» Problem statement:
Exact copy, no pictures: return all the data below as written.

» Data for this exercise:
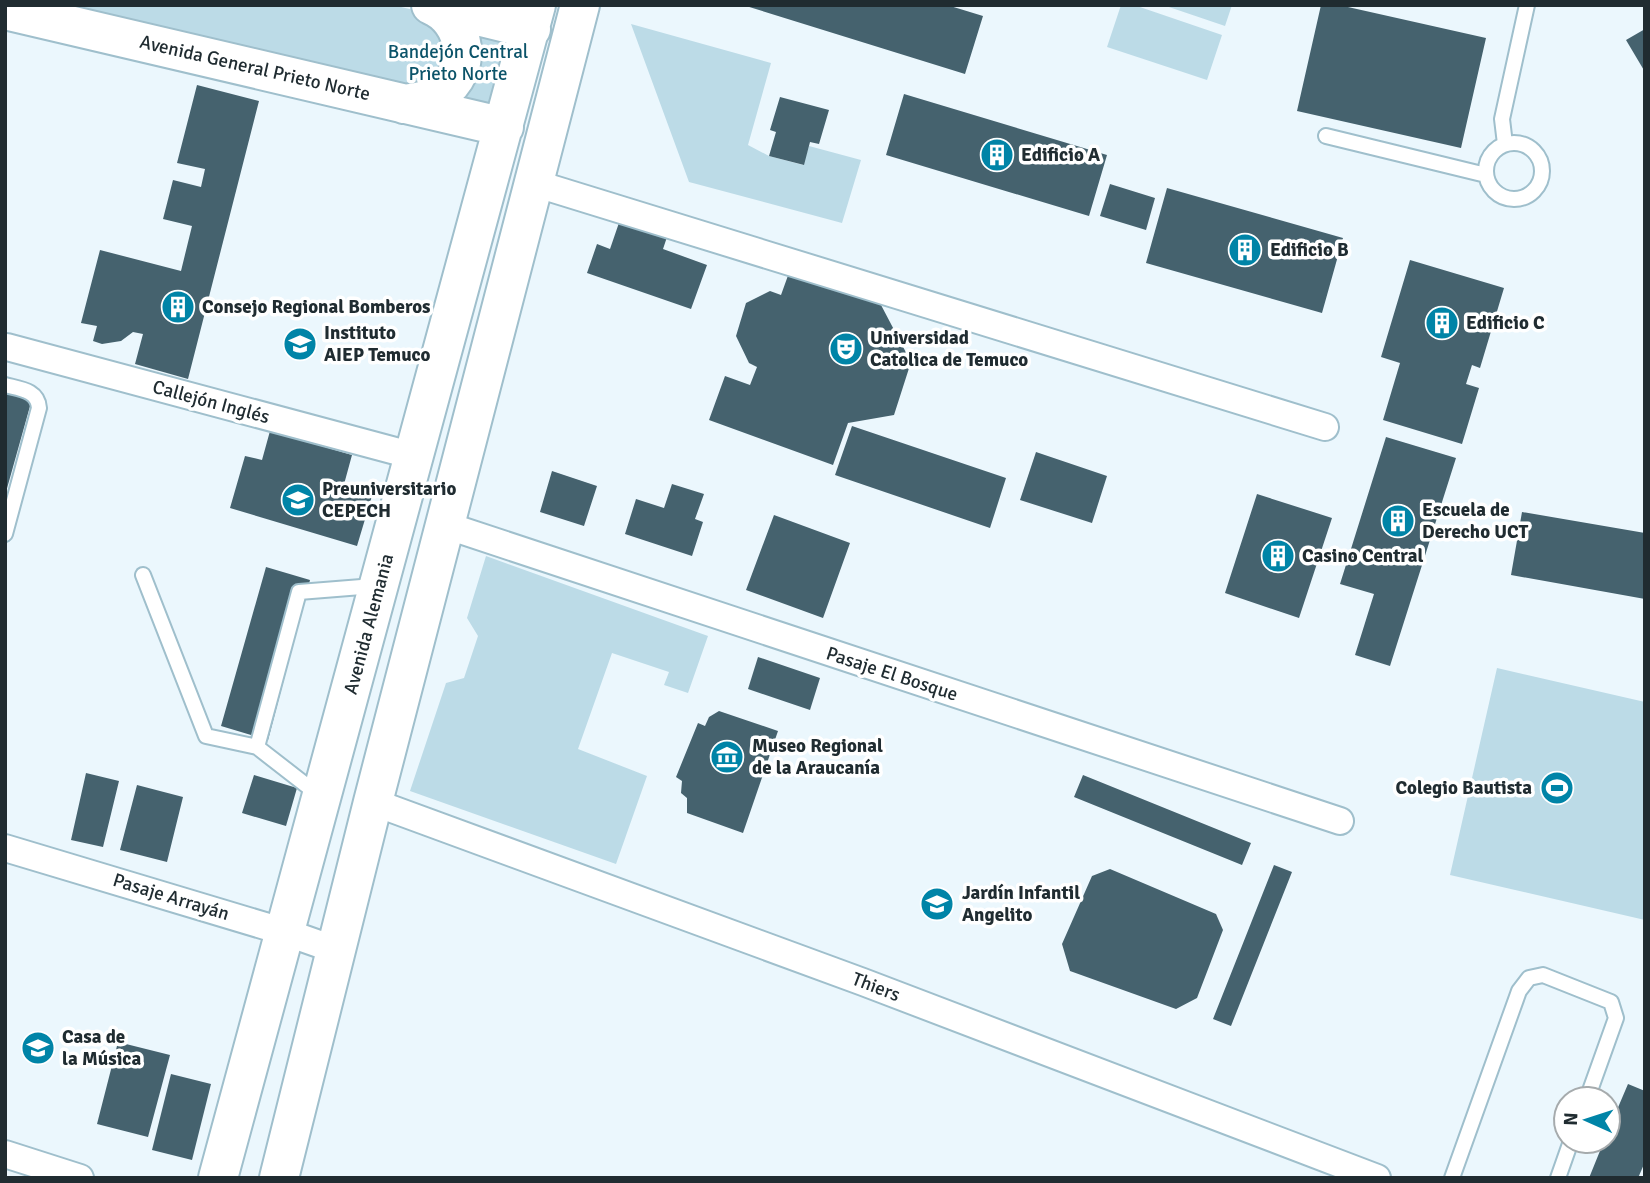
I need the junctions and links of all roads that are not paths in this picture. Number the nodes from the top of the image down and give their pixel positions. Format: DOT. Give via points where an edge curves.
graph roads {
  1 [pos="432,5"];
  2 [pos="580,5"];
  3 [pos="1527,5"];
  4 [pos="5,10"];
  5 [pos="534,17"];
  6 [pos="556,96"];
  7 [pos="404,104"];
  8 [pos="504,127"];
  9 [pos="1326,136"];
  10 [pos="1505,144"];
  11 [pos="1486,175"];
  12 [pos="534,183"];
  13 [pos="7,347"];
  14 [pos="5,385"];
  15 [pos="1325,427"];
  16 [pos="414,456"];
  17 [pos="445,525"];
  18 [pos="5,534"];
  19 [pos="143,575"];
  20 [pos="379,586"];
  21 [pos="257,747"];
  22 [pos="335,750"];
  23 [pos="322,798"];
  24 [pos="373,802"];
  25 [pos="1340,821"];
  26 [pos="5,848"];
  27 [pos="285,932"];
  28 [pos="337,950"];
  29 [pos="1592,1085"];
  30 [pos="5,1154"];
  31 [pos="1566,1155"];
  32 [pos="80,1178"];
  33 [pos="218,1178"];
  34 [pos="279,1178"];
  35 [pos="1377,1178"];
  36 [pos="1452,1178"];
  37 [pos="1558,1178"];
  1 -- 5 [label="main road"];
  1 -- 7 [label="main road" via="445,13 460,33 463,58 459,72 443,92"];
  2 -- 6 [label="main road"];
  3 -- 10 [label="lane" via="1502,119"];
  4 -- 7 [label="main road, Avenida General Prieto Norte"];
  5 -- 6 [label="main road" via="556,67"];
  5 -- 8 [label="main road, Avenida Alemania"];
  6 -- 12 [label="main road"];
  7 -- 8 [label="main road, Avenida General Prieto Norte"];
  8 -- 16 [label="main road, Avenida Alemania"];
  9 -- 11 [label="lane"];
  10 -- 11 [label="lane" via="1492,153"];
  10 -- 11 [label="lane" via="1521,143 1539,156 1543,166 1537,188 1519,199 1507,198 1497,194"];
  12 -- 15 [label="street"];
  12 -- 17 [label="main road"];
  13 -- 16 [label="street, Callejón Inglés"];
  14 -- 18 [label="lane" via="35,394 39,408"];
  16 -- 20 [label="main road, Avenida Alemania"];
  17 -- 24 [label="main road"];
  17 -- 25 [label="street, Pasaje El Bosque"];
  19 -- 21 [label="lane" via="206,736"];
  20 -- 21 [label="lane" via="299,592"];
  20 -- 22 [label="main road, Avenida Alemania"];
  21 -- 23 [label="lane"];
  22 -- 23 [label="main road, Avenida Alemania"];
  22 -- 24 [label="main road" via="347,784 358,798"];
  23 -- 27 [label="main road, Avenida Alemania"];
  24 -- 28 [label="main road"];
  24 -- 35 [label="street, Thiers"];
  26 -- 27 [label="street, Pasaje Arrayán"];
  27 -- 28 [label="street, Pasaje Arrayán"];
  27 -- 33 [label="main road, Avenida Alemania"];
  28 -- 34 [label="main road"];
  29 -- 36 [label="lane" via="1616,1018 1611,1002 1543,975 1529,978 1519,991"];
  30 -- 32 [label="street"];
  31 -- 37 [label="lane"];
}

» Output of the exercise:
I need the junctions and links of all roads that are not paths in this picture. Number the nodes from the top of the image down and give their pixel positions. Format: DOT. Give via points where an edge curves.
graph roads {
  1 [pos="432,5"];
  2 [pos="580,5"];
  3 [pos="1527,5"];
  4 [pos="5,10"];
  5 [pos="534,17"];
  6 [pos="556,96"];
  7 [pos="404,104"];
  8 [pos="504,127"];
  9 [pos="1326,136"];
  10 [pos="1505,144"];
  11 [pos="1486,175"];
  12 [pos="534,183"];
  13 [pos="7,347"];
  14 [pos="5,385"];
  15 [pos="1325,427"];
  16 [pos="414,456"];
  17 [pos="445,525"];
  18 [pos="5,534"];
  19 [pos="143,575"];
  20 [pos="379,586"];
  21 [pos="257,747"];
  22 [pos="335,750"];
  23 [pos="322,798"];
  24 [pos="373,802"];
  25 [pos="1340,821"];
  26 [pos="5,848"];
  27 [pos="285,932"];
  28 [pos="337,950"];
  29 [pos="1592,1085"];
  30 [pos="5,1154"];
  31 [pos="1566,1155"];
  32 [pos="80,1178"];
  33 [pos="218,1178"];
  34 [pos="279,1178"];
  35 [pos="1377,1178"];
  36 [pos="1452,1178"];
  37 [pos="1558,1178"];
  1 -- 5 [label="main road"];
  1 -- 7 [label="main road" via="445,13 460,33 463,58 459,72 443,92"];
  2 -- 6 [label="main road"];
  3 -- 10 [label="lane" via="1502,119"];
  4 -- 7 [label="main road, Avenida General Prieto Norte"];
  5 -- 6 [label="main road" via="556,67"];
  5 -- 8 [label="main road, Avenida Alemania"];
  6 -- 12 [label="main road"];
  7 -- 8 [label="main road, Avenida General Prieto Norte"];
  8 -- 16 [label="main road, Avenida Alemania"];
  9 -- 11 [label="lane"];
  10 -- 11 [label="lane" via="1492,153"];
  10 -- 11 [label="lane" via="1521,143 1539,156 1543,166 1537,188 1519,199 1507,198 1497,194"];
  12 -- 15 [label="street"];
  12 -- 17 [label="main road"];
  13 -- 16 [label="street, Callejón Inglés"];
  14 -- 18 [label="lane" via="35,394 39,408"];
  16 -- 20 [label="main road, Avenida Alemania"];
  17 -- 24 [label="main road"];
  17 -- 25 [label="street, Pasaje El Bosque"];
  19 -- 21 [label="lane" via="206,736"];
  20 -- 21 [label="lane" via="299,592"];
  20 -- 22 [label="main road, Avenida Alemania"];
  21 -- 23 [label="lane"];
  22 -- 23 [label="main road, Avenida Alemania"];
  22 -- 24 [label="main road" via="347,784 358,798"];
  23 -- 27 [label="main road, Avenida Alemania"];
  24 -- 28 [label="main road"];
  24 -- 35 [label="street, Thiers"];
  26 -- 27 [label="street, Pasaje Arrayán"];
  27 -- 28 [label="street, Pasaje Arrayán"];
  27 -- 33 [label="main road, Avenida Alemania"];
  28 -- 34 [label="main road"];
  29 -- 36 [label="lane" via="1616,1018 1611,1002 1543,975 1529,978 1519,991"];
  30 -- 32 [label="street"];
  31 -- 37 [label="lane"];
}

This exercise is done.